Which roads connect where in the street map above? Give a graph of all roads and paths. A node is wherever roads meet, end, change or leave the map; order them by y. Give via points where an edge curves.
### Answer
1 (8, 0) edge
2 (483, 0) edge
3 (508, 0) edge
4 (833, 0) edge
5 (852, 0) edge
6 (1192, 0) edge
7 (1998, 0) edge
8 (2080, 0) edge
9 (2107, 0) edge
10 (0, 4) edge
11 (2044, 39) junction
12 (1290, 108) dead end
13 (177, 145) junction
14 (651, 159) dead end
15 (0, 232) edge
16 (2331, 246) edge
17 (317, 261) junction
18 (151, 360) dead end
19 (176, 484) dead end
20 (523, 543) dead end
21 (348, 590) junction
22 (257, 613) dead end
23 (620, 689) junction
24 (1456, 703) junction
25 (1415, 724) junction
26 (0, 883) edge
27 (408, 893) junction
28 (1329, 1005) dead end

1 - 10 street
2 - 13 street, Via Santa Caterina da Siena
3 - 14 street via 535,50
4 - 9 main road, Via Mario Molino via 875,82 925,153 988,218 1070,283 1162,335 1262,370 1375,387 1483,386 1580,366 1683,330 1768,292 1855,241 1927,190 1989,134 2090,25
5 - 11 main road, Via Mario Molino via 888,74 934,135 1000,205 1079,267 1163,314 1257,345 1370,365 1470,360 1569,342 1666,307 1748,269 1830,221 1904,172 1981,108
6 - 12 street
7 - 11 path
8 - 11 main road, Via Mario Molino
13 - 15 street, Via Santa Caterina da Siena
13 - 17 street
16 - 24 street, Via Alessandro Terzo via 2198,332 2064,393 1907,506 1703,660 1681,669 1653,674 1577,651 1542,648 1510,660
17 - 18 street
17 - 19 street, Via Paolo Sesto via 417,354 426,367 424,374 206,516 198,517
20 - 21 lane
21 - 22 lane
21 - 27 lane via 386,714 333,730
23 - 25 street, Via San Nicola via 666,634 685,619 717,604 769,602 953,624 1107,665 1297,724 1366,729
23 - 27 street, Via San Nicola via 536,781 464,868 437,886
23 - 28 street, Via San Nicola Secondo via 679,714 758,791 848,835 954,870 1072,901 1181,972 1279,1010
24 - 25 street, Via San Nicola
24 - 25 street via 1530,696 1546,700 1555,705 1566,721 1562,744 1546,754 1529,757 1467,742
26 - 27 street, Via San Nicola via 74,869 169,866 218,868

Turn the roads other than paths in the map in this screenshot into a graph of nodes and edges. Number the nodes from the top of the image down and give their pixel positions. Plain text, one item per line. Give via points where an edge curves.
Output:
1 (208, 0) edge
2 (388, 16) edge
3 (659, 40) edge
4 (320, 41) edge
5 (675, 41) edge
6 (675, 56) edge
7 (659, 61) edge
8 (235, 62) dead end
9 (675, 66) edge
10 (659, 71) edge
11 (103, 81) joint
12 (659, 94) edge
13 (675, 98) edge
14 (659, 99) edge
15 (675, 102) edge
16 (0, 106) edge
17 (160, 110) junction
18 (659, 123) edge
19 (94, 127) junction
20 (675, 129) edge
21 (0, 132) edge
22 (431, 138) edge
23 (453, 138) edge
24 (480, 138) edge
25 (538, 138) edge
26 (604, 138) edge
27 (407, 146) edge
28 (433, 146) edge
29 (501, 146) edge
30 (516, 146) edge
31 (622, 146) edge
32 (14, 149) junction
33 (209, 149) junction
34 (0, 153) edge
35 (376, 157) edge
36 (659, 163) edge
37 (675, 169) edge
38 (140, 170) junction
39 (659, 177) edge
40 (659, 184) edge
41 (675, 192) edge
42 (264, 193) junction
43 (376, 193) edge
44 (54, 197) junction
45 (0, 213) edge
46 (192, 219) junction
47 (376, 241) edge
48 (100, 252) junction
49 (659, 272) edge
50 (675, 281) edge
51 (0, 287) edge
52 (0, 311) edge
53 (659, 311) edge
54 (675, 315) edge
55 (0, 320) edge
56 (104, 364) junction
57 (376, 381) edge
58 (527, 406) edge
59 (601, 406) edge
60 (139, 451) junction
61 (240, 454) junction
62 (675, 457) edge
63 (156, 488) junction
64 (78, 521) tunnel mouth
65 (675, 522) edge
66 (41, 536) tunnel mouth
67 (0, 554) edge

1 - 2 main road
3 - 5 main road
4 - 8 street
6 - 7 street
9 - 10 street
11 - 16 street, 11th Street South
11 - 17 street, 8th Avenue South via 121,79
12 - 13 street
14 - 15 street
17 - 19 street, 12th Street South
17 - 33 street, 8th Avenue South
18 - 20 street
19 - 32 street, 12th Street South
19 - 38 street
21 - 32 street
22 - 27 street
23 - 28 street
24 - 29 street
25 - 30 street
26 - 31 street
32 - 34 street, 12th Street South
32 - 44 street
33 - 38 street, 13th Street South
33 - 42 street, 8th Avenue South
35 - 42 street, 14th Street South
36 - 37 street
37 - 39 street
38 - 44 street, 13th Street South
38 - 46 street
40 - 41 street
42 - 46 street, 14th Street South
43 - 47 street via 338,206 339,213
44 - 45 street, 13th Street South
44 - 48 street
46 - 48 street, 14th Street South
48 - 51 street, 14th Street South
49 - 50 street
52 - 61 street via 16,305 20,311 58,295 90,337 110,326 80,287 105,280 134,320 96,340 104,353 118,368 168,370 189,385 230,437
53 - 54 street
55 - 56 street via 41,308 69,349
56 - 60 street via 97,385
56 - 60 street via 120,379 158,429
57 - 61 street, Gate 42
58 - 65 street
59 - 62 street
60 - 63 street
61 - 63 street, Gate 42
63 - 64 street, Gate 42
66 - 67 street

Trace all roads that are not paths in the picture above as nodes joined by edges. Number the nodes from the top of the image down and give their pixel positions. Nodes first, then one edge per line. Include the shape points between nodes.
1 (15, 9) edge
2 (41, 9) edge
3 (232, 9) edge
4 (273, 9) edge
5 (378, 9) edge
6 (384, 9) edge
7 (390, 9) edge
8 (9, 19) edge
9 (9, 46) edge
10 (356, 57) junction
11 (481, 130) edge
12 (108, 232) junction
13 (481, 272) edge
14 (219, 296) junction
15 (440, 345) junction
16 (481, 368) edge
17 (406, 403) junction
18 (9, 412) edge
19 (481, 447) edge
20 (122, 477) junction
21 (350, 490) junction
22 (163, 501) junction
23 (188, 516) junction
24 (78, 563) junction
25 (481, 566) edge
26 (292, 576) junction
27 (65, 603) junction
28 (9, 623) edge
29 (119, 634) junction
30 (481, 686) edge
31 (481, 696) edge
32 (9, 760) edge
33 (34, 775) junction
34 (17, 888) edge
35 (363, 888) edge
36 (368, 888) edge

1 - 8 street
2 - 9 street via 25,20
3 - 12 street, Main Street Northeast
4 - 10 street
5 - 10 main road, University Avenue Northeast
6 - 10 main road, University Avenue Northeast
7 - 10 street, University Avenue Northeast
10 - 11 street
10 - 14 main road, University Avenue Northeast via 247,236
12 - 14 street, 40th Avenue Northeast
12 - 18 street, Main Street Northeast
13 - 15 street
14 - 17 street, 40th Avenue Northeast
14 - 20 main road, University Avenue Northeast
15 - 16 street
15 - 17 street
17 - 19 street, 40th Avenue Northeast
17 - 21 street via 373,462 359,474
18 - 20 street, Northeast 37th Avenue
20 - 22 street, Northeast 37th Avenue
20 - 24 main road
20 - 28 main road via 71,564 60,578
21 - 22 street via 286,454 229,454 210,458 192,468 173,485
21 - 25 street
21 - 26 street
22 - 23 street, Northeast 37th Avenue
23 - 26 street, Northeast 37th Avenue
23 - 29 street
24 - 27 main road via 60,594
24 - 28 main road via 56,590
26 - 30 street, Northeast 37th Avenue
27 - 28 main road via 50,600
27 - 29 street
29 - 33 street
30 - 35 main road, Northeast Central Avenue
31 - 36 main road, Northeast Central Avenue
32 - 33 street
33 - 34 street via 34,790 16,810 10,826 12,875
────────────────────
§ TASK INSTRUCTIONS: Find every line above that contains the word "tunnel", and return each one.

§ PROBLEM SOLUTION:
64 (78, 521) tunnel mouth
66 (41, 536) tunnel mouth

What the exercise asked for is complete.